The Bluff Springs concrete tank was about seven miles from the Quarter Circle U Ranch near Back’s Draw. Can you imagine the determination and energy necessary to build such a concrete tank so far from an improved road? Pioneer cattlemen would do just about anything to get water to their stock.

The concrete tank at Bluff Springs was about six feet by three feet by three feet high. The walls were about four inches thick. I recall the first time I saw the tank in 1948. My dad and I had hiked into Bluff Springs from the Linesbra cabin at the mouth of Peralta or Willow Canyon. The name varied depending on who you ask. As we walked by the old corral and headed up the draw toward the old metal line shack you could see the green sumac tree near the concrete tank. As we neared the tank the cool water shimmering in the hot afternoon sun was a refreshing sight. What a welcomed relief this old concrete tank was after hiking in the heat of the desert.

As my friend and I approached, I was amazed to find the old tank had completely vanished. All that was left of [the] tank was the concrete slab it once sat on. I was devastated as to why the concrete tank was gone. I couldn’t believe somebody had destroyed it.

At first I thought it was the work of vandals, then I recalled the Wilderness Management Plan. The management plan for the Superstition Wilderness Area and other wilderness areas calls for the removal of all man-made structures from within a wilderness area constructed during the last one hundred years. I had photographed this old concrete tank over the years on many different occasions surrounded by cattle or hikers getting water.

[Part II – October 17, 2000]

There was that part of my mind that said the old concrete tank had to go to comply with wilderness policy. Then I thought about the historical struggle, hardships and energy these old time cattlemen put into the construction of these concrete tanks. I even thought of my own trials and tribulations at this site, so far removed from accessible roads. I imagined the time and labor required in packing the cement and forms to build this particular tank. Can you imagine an old cowboy screening sand from the small wash to make concrete? I recalled how much work was required to build these tanks, let alone maintain them so there was a sufficient supply of water.

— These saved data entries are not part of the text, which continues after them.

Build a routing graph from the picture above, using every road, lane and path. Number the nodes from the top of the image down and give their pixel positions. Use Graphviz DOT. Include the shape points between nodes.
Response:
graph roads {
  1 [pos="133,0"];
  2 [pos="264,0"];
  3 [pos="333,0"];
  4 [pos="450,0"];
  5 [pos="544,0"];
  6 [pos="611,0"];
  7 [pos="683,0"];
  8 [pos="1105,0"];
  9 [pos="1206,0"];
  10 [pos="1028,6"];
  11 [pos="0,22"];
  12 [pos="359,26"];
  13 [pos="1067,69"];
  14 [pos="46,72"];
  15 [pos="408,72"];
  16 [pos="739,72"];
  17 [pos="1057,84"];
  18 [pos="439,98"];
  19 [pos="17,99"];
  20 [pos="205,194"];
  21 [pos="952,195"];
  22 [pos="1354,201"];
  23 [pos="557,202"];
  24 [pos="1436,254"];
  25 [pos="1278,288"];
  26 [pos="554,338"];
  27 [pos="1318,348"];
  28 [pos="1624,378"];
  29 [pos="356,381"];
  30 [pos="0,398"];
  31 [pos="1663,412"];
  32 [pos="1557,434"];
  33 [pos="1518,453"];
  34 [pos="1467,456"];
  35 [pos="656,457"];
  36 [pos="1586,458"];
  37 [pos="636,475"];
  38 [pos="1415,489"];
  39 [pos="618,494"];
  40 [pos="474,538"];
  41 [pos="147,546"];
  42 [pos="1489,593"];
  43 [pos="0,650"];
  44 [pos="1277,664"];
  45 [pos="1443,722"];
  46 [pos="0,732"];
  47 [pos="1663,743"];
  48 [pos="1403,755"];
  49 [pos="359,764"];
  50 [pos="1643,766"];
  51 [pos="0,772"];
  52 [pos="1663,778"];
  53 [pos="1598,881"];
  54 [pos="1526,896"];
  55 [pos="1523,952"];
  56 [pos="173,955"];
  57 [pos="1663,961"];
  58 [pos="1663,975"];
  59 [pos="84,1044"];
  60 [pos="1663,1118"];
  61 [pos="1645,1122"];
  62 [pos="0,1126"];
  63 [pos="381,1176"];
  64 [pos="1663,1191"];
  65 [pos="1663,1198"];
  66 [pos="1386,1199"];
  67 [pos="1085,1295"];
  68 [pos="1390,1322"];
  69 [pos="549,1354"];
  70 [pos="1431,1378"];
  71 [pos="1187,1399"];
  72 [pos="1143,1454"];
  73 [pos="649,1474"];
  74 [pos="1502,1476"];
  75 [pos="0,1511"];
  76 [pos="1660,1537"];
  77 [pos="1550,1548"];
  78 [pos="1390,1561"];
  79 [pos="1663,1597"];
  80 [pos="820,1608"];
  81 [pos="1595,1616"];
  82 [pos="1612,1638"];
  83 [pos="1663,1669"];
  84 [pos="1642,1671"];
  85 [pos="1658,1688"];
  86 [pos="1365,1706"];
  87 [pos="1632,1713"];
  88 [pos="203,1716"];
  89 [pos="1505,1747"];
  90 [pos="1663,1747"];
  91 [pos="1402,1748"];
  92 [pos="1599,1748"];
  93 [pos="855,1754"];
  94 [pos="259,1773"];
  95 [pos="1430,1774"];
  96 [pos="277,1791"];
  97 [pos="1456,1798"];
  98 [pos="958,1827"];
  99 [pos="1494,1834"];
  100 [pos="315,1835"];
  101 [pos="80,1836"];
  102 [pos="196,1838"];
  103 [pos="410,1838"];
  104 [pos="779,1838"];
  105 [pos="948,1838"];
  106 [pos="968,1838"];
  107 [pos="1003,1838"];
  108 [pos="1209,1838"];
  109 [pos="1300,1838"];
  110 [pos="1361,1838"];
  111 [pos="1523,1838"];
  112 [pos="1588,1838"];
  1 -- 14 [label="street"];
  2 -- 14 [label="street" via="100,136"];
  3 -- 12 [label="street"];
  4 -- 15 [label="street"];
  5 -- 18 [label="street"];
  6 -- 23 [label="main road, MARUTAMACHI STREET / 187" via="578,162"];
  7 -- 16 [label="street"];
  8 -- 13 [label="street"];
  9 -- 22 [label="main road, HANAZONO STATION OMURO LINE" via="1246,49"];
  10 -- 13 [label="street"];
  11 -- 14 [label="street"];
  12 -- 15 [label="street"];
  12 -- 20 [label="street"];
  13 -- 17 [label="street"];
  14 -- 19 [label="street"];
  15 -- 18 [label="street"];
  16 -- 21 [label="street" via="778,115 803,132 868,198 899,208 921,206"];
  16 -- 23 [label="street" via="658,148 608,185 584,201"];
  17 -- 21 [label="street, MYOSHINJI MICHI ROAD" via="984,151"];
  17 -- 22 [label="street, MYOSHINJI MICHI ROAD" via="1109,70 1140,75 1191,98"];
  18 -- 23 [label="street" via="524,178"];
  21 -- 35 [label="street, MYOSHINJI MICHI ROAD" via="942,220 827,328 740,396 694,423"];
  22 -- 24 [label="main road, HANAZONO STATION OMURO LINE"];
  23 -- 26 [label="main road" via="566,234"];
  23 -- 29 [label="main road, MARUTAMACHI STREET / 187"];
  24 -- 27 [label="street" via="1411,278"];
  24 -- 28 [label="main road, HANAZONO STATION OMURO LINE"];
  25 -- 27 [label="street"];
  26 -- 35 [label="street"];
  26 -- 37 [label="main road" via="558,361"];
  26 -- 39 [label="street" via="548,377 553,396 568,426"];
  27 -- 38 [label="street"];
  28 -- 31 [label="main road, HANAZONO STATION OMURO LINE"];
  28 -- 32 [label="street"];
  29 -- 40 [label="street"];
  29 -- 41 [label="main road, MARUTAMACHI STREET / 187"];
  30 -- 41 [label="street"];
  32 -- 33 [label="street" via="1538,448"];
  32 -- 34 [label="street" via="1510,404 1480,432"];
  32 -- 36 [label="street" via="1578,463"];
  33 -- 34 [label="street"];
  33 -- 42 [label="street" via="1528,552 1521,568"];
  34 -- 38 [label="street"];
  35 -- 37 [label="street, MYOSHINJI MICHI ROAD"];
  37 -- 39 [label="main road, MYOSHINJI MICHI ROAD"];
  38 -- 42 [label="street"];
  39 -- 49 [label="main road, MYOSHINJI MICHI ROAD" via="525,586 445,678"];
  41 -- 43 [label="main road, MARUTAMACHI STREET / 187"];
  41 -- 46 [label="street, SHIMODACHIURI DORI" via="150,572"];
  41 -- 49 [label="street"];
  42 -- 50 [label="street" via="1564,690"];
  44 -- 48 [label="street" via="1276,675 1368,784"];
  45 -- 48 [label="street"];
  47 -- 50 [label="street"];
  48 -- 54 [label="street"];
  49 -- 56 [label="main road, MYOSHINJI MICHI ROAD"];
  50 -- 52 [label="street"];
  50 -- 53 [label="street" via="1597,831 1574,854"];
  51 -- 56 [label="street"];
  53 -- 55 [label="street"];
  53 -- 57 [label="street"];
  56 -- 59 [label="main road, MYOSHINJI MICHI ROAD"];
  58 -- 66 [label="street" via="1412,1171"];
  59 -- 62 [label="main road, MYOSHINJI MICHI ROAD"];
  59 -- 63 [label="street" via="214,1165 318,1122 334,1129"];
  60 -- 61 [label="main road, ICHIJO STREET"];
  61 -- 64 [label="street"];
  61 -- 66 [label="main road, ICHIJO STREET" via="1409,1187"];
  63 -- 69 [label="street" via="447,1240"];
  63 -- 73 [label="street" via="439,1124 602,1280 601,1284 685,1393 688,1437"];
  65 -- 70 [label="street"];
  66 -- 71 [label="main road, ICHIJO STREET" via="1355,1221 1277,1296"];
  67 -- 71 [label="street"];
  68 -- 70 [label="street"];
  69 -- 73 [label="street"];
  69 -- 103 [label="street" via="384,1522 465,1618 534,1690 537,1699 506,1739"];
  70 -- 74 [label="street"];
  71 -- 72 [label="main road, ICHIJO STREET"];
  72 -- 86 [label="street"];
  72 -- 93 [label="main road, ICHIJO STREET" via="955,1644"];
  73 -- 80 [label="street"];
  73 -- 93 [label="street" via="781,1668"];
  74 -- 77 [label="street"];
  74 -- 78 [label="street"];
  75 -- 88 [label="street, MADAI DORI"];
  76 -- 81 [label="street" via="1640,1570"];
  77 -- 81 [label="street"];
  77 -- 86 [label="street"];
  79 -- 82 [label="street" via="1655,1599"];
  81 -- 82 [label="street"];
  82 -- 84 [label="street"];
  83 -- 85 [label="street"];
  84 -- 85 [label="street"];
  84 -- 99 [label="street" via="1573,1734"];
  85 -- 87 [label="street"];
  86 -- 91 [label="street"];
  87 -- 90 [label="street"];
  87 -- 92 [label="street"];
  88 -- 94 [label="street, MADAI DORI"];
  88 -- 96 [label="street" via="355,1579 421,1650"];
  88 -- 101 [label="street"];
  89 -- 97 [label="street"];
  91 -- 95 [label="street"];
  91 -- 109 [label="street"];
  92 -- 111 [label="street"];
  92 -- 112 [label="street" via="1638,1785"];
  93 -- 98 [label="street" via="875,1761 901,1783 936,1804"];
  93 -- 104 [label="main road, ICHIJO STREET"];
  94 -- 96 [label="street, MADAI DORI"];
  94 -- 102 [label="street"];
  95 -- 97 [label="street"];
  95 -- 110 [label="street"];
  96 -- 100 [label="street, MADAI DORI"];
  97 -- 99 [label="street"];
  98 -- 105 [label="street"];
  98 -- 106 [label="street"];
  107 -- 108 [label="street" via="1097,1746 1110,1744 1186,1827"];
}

Originally the wilderness management plan called for the removal of all manmade objects or structures from the wilderness area. This plan protected early Native American sites and some old mining sites. There are many people who want to see the historical sites of the mining and cattle industry completely eradicated from these public lands that have become wilderness. We all understand the reason[s] old mine shafts are filled in, why barbed wire fences are removed and why roads are closed. I find it difficult to understand why good sources of water are removed. I am convinced the forest district has a sufficient cause and reason for removing such memorabilia from public lands.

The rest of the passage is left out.